Kevin Verstrepen, a postdoctoral researcher in Fink's
lab, has discovered a genetic mechanism that enables
fungal microbes to disguise themselves so readily.
In a recent Nature Genetics paper, he described
how these microbes can dramatically alter their appearance
in one cell division, and then change back. The results
can be deadly.
Imagine you are immunocompromised and an infection
has taken hold. Your immune system attempts a defense
with what little strength it retains. Then one fungal
cell divides in half moments before it's attacked. The
new daughter cell looks nothing like her mother, but
she's just as deadly. She passes immune cells unnoticed.
"Unfortunately, so far we've been unable to develop
vaccines against certain pathogens," says Ploegh. "Flu,
HIV, malaria and pathogenic fungi have an evolutionary
range that makes them-for now-impossible to wipe out
with a single shot."
Polio, on the other hand, also has a range of "shapes"
that it can assume, but they're limited enough so that
a single injection can take care of them all.
Inside the black box
Some of Fink's early work in yeast genetics has been
spun off to Microbia in Cambridge, Massachusetts, created
by several of his former postdoctoral researchers. Other
biotechs also are hammering away at these thorny problems.
But what we know about the epic battles between pathogens
and our immune systems is vastly greater than our ability
to act on such knowledge.

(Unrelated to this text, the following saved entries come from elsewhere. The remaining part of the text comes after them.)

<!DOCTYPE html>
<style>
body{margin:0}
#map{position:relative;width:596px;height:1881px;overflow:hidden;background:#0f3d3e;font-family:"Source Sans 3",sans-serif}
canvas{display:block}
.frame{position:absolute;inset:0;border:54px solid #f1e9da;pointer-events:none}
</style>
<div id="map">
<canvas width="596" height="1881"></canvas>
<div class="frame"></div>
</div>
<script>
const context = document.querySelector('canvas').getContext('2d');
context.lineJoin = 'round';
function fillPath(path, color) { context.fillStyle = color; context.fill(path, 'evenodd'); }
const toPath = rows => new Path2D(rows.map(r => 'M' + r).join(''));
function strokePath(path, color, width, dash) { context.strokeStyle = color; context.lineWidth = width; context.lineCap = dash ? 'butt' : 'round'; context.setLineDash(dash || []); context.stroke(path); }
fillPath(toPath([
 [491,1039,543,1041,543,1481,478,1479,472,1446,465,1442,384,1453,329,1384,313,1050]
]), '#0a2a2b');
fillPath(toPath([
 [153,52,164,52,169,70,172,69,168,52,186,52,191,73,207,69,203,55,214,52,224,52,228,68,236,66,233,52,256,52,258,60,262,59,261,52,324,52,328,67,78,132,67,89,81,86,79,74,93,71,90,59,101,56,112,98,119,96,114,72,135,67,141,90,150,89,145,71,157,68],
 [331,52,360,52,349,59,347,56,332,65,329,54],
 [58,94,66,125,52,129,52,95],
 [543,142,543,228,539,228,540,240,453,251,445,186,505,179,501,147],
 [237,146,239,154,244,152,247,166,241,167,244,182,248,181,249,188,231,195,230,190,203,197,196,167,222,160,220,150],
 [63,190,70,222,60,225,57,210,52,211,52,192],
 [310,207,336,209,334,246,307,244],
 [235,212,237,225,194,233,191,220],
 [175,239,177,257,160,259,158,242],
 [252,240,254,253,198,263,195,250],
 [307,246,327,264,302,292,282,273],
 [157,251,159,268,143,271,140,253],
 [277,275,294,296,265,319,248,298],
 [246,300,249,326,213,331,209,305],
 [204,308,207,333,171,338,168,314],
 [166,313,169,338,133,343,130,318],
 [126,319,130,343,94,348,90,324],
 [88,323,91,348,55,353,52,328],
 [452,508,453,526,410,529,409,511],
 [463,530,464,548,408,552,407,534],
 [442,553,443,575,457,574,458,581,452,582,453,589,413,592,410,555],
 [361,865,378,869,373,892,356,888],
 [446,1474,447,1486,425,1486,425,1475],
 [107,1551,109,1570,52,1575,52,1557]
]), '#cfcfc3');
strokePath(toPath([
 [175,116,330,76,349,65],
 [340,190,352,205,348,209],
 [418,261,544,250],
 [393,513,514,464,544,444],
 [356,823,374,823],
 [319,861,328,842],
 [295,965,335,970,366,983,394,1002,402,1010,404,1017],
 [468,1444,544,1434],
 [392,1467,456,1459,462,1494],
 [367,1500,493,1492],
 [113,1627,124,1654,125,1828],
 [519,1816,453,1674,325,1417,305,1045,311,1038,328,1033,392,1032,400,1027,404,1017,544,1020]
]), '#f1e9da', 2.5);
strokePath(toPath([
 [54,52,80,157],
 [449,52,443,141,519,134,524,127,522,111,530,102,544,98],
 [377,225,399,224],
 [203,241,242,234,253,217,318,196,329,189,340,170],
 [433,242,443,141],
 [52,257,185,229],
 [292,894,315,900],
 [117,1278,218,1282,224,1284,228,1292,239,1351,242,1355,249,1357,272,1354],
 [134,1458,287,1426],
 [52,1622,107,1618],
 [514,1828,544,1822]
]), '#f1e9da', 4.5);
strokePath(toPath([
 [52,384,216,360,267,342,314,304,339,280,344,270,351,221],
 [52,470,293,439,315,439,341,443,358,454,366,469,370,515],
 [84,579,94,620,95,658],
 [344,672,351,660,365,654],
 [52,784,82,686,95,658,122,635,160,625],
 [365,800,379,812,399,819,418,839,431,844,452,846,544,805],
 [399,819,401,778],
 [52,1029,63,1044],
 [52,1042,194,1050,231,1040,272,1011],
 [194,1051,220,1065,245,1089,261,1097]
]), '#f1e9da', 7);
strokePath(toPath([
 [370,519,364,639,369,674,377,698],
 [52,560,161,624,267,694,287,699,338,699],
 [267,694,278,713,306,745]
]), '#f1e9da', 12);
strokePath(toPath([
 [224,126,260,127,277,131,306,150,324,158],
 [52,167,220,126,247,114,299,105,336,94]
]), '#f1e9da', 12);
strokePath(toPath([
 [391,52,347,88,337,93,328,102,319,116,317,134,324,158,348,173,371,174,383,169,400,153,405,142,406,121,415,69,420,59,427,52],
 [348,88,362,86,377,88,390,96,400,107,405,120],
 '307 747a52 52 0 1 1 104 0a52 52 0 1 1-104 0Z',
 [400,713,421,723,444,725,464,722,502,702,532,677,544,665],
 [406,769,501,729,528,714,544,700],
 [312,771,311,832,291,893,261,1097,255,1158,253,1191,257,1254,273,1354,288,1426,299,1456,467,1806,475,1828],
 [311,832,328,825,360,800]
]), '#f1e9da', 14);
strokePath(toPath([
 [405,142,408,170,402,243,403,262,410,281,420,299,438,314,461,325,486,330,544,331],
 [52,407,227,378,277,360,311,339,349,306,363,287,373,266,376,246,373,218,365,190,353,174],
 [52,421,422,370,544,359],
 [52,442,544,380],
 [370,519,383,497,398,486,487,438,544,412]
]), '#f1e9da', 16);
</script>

And there is still much more
we don't yet know.
For instance, although we understand much about autoimmunity-in
which our immune system turns on us and attacks healthy
cells-we actually don't understand what exactly triggers
autoimmune diseases or why this process doesn't occur
more frequently.
And while we know that immune cells recognize invaders
by their skin, and we know what happens after
they recognize these invaders, the precise mechanisms
by which these cells actually "see" each other are still
hidden in a biological black box.
"We don't know the full range of molecules that our
immune cells can recognize," says Robert Wheeler, a
postdoctoral researcher in the Fink lab. "And we don't
understand how these cells create the unique signal
of 'Here is a flu virus, attack!' versus 'Here is a
Candida albicans, attack!' We know that
it happens, but we don't know how." Says Fink,
"This is one of biology's greatest unanswered questions."
***************
Attack and counterattack
Our immune cells are brilliant-unfortunately,
so are viruses.
Before your body can fight invaders, it must first
ID them. Whitehead Member Hidde Ploegh has been investigating
this poorly understood process for over two decades.

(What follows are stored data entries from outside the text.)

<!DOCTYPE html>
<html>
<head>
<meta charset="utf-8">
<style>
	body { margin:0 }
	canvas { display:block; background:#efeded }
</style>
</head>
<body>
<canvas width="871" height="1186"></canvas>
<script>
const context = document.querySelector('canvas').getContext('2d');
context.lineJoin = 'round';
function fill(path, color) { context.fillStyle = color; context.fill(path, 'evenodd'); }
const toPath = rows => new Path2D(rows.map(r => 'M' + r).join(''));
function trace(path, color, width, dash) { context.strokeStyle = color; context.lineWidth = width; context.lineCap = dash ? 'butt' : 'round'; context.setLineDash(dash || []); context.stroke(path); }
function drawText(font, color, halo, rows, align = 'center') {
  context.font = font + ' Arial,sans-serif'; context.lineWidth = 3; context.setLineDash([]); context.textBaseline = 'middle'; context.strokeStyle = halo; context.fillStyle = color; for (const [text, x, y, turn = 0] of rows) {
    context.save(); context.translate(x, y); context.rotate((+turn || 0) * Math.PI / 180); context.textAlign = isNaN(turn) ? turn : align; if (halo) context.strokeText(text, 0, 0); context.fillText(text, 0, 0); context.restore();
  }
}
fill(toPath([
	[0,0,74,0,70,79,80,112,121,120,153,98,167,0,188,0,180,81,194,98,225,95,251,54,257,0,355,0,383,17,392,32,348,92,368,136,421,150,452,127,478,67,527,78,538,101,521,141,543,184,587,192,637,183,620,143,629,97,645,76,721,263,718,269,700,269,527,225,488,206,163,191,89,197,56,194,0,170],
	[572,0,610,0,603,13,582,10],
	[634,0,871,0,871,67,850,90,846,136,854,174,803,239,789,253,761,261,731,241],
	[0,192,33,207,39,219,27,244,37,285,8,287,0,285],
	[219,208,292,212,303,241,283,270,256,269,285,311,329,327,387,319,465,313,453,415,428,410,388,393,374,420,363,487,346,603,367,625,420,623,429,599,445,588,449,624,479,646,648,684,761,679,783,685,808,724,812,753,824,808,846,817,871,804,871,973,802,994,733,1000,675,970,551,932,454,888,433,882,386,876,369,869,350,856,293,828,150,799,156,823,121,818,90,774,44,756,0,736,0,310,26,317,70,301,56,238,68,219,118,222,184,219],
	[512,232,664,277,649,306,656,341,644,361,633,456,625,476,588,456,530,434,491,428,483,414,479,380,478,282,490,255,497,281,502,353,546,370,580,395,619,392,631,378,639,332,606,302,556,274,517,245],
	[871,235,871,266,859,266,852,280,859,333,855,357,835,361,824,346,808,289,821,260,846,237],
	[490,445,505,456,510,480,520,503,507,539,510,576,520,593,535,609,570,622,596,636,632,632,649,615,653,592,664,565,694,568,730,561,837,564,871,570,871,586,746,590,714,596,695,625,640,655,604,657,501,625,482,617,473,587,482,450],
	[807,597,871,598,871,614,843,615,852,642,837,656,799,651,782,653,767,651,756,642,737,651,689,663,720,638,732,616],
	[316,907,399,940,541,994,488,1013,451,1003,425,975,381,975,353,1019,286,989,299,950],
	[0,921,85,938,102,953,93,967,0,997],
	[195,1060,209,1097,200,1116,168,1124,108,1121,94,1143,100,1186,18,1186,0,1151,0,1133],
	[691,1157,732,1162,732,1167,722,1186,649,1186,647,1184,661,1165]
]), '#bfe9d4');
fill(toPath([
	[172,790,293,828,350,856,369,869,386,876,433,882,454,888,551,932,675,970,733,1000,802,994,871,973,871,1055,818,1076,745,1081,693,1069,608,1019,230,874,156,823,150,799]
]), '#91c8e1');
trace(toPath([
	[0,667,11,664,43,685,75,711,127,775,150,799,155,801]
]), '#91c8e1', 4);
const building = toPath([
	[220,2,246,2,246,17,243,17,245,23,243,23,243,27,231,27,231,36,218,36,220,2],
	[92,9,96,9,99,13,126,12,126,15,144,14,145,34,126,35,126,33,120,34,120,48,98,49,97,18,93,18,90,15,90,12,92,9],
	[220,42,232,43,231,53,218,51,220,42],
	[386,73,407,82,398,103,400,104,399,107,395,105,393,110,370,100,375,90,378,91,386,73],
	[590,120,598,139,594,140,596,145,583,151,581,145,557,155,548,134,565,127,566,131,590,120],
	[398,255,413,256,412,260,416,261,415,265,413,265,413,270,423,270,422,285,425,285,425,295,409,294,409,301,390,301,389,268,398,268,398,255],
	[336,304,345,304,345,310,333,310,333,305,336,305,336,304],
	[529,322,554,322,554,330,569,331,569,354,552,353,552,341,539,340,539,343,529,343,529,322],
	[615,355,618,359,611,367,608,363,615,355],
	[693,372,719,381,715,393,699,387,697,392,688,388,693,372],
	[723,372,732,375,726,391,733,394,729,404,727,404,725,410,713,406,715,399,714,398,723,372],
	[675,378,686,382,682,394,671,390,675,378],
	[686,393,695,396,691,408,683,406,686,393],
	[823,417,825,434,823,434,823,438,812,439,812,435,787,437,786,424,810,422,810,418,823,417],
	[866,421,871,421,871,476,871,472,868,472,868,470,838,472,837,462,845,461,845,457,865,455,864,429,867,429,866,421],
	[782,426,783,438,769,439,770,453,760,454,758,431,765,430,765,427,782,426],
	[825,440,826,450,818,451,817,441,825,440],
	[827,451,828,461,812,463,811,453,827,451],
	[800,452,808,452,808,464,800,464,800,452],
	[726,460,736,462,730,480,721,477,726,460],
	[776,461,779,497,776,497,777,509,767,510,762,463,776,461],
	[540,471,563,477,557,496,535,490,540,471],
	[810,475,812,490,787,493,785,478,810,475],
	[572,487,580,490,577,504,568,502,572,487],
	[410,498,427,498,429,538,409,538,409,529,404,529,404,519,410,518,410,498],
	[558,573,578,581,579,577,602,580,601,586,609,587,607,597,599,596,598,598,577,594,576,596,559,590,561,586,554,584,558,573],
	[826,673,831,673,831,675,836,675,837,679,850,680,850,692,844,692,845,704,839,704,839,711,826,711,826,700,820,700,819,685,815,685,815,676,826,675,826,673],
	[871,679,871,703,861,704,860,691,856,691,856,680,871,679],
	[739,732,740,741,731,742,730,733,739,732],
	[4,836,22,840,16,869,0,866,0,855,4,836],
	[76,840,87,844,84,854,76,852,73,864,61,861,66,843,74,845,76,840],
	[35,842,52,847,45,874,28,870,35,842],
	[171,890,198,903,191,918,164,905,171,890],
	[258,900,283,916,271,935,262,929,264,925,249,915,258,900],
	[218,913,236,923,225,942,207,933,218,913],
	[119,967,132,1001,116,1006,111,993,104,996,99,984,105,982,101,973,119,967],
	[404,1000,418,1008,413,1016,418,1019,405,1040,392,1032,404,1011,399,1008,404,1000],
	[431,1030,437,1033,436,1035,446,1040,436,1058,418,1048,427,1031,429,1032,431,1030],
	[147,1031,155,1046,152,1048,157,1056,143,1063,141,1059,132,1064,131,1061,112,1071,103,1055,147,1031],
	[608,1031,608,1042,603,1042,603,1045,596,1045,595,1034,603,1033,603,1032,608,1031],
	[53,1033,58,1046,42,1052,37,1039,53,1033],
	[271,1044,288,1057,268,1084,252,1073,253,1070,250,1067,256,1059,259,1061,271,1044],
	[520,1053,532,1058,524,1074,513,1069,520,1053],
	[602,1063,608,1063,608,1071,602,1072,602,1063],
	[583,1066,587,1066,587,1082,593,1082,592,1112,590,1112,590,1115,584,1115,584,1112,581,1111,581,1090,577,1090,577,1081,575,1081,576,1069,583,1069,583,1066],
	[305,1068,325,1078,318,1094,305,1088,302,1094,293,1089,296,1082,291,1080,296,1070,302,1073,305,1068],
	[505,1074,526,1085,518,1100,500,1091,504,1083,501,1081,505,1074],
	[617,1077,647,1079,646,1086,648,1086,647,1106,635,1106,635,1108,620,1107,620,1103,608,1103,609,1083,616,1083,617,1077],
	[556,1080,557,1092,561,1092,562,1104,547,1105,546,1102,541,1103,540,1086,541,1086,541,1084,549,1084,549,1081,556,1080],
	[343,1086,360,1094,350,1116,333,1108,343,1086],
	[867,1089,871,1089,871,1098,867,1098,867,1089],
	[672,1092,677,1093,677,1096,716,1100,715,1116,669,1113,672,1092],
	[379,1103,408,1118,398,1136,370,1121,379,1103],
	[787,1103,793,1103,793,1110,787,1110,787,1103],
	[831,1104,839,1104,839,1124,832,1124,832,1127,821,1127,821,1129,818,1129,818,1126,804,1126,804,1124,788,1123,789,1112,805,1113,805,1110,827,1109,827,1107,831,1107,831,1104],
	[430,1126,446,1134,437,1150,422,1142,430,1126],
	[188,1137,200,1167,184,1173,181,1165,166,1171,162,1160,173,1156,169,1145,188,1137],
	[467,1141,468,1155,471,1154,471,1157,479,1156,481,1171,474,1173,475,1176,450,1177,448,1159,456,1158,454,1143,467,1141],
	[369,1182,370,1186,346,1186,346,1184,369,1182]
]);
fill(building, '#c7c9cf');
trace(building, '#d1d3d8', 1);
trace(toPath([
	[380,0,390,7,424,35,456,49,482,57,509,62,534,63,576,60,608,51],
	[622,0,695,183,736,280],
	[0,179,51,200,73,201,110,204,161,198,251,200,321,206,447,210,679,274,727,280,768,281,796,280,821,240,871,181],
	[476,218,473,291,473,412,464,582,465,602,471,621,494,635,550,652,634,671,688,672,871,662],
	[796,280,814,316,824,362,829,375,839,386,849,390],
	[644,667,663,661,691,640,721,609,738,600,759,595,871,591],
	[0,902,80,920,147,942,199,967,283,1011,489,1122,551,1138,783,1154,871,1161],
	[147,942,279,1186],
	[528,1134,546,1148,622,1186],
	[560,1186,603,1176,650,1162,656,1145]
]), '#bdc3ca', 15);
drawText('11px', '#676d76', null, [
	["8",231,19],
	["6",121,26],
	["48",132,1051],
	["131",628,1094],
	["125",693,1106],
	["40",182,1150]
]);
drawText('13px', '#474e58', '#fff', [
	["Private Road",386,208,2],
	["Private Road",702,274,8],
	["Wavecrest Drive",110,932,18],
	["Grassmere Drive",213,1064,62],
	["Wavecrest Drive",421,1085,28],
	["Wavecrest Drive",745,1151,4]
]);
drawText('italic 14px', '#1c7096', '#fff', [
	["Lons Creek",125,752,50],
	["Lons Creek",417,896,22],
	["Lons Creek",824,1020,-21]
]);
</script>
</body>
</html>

He studies how a particular class of cells called antigen-presenting
cells (APCs) shows off chunks of these invaders to the
rest of the immune system-after they've swallowed and
eaten them.
In a paper published in Nature in 2002, Ploegh
demonstrated how a class of APCs called dendritic cells
shoot chunks of these invaders over to T cells through
a network of long tubes that spring out almost like
harpoons. The dendritic cells also appear to hand-pick
certain T cells to receive these goods, enabling the
immune system to design a tailor-made response. Ploegh
captured this process on video using time-lapse microscopy,
creating a short movie of the immune system gearing
up for a fight.
But as Ploegh showed in a second, 2004 Nature
paper, viruses can often undermine these cells, at times
ingeniously. Most of our cells deal with waste, such
as misshapen proteins, by directing them into the cell's
waste-disposal machinery. Certain viruses, however,
trick our immune cells into treating key immune proteins
(the very same proteins that shuttle antigen fragments
to the cell surface) as waste, thus dumping them into
the cellular trash bin. Ploegh and his colleagues identified
the intermediary molecule that directs proteins into
this bin, a discovery that illuminates both a healthy
cellular process and a viral tactic.